_About this exercise_
Pull every line of the entries that has the word "Lane".

(Dataset entries)
══════════════════════════════

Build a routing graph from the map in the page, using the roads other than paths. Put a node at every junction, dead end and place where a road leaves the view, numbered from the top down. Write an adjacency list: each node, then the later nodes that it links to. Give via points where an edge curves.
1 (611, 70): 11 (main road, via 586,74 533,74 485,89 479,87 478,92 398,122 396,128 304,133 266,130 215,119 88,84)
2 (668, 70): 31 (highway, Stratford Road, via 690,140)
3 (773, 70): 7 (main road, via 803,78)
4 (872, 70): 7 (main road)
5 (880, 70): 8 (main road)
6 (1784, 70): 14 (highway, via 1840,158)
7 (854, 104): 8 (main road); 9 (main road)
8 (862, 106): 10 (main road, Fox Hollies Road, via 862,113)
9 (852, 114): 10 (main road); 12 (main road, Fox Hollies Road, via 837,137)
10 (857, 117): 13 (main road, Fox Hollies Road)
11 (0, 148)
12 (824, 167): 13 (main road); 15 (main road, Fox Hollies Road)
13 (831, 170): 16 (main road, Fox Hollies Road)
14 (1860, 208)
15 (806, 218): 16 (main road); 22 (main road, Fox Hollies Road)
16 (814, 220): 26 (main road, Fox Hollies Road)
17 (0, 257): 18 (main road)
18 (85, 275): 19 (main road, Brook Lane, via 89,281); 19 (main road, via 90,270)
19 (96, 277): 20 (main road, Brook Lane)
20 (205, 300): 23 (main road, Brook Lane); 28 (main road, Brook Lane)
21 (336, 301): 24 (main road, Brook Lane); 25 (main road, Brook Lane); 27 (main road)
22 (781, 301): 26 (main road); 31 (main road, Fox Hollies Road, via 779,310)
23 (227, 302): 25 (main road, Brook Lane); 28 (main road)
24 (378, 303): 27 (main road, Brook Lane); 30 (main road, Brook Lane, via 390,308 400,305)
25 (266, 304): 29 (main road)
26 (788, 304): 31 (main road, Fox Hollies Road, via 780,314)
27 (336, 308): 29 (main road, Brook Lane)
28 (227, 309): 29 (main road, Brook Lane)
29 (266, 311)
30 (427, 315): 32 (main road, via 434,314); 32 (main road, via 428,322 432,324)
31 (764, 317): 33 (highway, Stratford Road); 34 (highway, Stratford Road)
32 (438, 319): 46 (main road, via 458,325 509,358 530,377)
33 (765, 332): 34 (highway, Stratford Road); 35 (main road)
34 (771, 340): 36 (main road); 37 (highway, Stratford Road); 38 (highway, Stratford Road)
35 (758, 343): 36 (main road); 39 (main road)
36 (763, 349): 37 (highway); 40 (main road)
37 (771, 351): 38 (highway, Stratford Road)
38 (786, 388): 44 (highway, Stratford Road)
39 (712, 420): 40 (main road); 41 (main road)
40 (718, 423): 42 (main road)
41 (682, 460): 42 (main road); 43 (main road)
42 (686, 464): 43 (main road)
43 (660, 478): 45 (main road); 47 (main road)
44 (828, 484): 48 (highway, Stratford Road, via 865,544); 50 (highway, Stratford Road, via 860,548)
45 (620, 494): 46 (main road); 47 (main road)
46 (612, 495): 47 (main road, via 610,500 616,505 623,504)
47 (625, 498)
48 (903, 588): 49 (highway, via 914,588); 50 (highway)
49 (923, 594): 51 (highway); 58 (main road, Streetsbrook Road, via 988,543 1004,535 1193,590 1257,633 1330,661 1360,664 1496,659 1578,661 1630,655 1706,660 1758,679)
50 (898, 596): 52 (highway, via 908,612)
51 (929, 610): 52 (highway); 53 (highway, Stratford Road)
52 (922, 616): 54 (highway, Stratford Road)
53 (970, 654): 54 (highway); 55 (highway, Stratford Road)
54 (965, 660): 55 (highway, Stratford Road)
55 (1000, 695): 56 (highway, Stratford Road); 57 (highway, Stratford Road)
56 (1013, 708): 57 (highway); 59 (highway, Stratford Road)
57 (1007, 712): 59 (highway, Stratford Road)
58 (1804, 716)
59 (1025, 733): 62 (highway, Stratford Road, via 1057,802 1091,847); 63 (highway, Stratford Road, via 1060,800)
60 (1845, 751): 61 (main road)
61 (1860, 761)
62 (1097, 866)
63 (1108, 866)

══════════════════════════════

_Answer to the problem_
18 (85, 275): 19 (main road, Brook Lane, via 89,281); 19 (main road, via 90,270)
19 (96, 277): 20 (main road, Brook Lane)
20 (205, 300): 23 (main road, Brook Lane); 28 (main road, Brook Lane)
21 (336, 301): 24 (main road, Brook Lane); 25 (main road, Brook Lane); 27 (main road)
23 (227, 302): 25 (main road, Brook Lane); 28 (main road)
24 (378, 303): 27 (main road, Brook Lane); 30 (main road, Brook Lane, via 390,308 400,305)
27 (336, 308): 29 (main road, Brook Lane)
28 (227, 309): 29 (main road, Brook Lane)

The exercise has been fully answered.